==== Records for processing ====

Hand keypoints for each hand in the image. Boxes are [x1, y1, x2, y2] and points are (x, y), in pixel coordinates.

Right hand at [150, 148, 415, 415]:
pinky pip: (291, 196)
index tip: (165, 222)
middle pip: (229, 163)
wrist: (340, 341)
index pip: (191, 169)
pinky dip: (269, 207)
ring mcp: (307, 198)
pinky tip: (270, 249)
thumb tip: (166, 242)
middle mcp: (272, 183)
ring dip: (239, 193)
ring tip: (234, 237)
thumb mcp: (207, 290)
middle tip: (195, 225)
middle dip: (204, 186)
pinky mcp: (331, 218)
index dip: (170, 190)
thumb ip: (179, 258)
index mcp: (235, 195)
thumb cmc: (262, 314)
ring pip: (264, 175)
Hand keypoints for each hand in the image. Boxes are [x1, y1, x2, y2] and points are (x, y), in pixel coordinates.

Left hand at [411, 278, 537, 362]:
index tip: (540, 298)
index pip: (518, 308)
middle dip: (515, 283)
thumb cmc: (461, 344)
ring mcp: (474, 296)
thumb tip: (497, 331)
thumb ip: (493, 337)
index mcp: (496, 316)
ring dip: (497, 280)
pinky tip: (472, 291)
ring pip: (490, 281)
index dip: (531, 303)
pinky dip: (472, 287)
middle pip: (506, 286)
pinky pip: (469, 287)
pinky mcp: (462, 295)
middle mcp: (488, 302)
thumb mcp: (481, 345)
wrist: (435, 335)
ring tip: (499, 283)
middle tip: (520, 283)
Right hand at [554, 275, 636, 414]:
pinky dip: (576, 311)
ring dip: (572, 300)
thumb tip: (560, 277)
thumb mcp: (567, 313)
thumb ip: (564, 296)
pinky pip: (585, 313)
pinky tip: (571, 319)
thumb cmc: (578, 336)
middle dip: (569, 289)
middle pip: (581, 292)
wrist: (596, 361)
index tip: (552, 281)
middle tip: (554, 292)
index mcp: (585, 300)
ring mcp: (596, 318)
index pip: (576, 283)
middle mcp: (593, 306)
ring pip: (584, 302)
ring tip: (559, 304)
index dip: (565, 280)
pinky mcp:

====

Your assignment =>
The required result is an exact repeat of the records above from the line containing "middle tip: (195, 225)" to their final line.

Your response =>
middle tip: (195, 225)
middle dip: (204, 186)
pinky mcp: (331, 218)
index dip: (170, 190)
thumb ip: (179, 258)
index mcp: (235, 195)
thumb cmc: (262, 314)
ring pip: (264, 175)
Hand keypoints for each hand in the image. Boxes are [x1, y1, x2, y2] and points are (x, y), in pixel coordinates.

Left hand at [411, 278, 537, 362]:
index tip: (540, 298)
index pip: (518, 308)
middle dip: (515, 283)
thumb cmc: (461, 344)
ring mcp: (474, 296)
thumb tip: (497, 331)
thumb ip: (493, 337)
index mcp: (496, 316)
ring dip: (497, 280)
pinky tip: (472, 291)
ring pip: (490, 281)
index dip: (531, 303)
pinky dip: (472, 287)
middle pip: (506, 286)
pinky pip: (469, 287)
pinky mcp: (462, 295)
middle mcp: (488, 302)
thumb mcp: (481, 345)
wrist: (435, 335)
ring tip: (499, 283)
middle tip: (520, 283)
Right hand at [554, 275, 636, 414]:
pinky dip: (576, 311)
ring dip: (572, 300)
thumb tip: (560, 277)
thumb mcp: (567, 313)
thumb ip: (564, 296)
pinky pip: (585, 313)
pinky tip: (571, 319)
thumb cmc: (578, 336)
middle dip: (569, 289)
middle pip: (581, 292)
wrist: (596, 361)
index tip: (552, 281)
middle tip: (554, 292)
index mcp: (585, 300)
ring mcp: (596, 318)
index pip: (576, 283)
middle mcp: (593, 306)
ring pip: (584, 302)
ring tip: (559, 304)
index dip: (565, 280)
pinky mcp:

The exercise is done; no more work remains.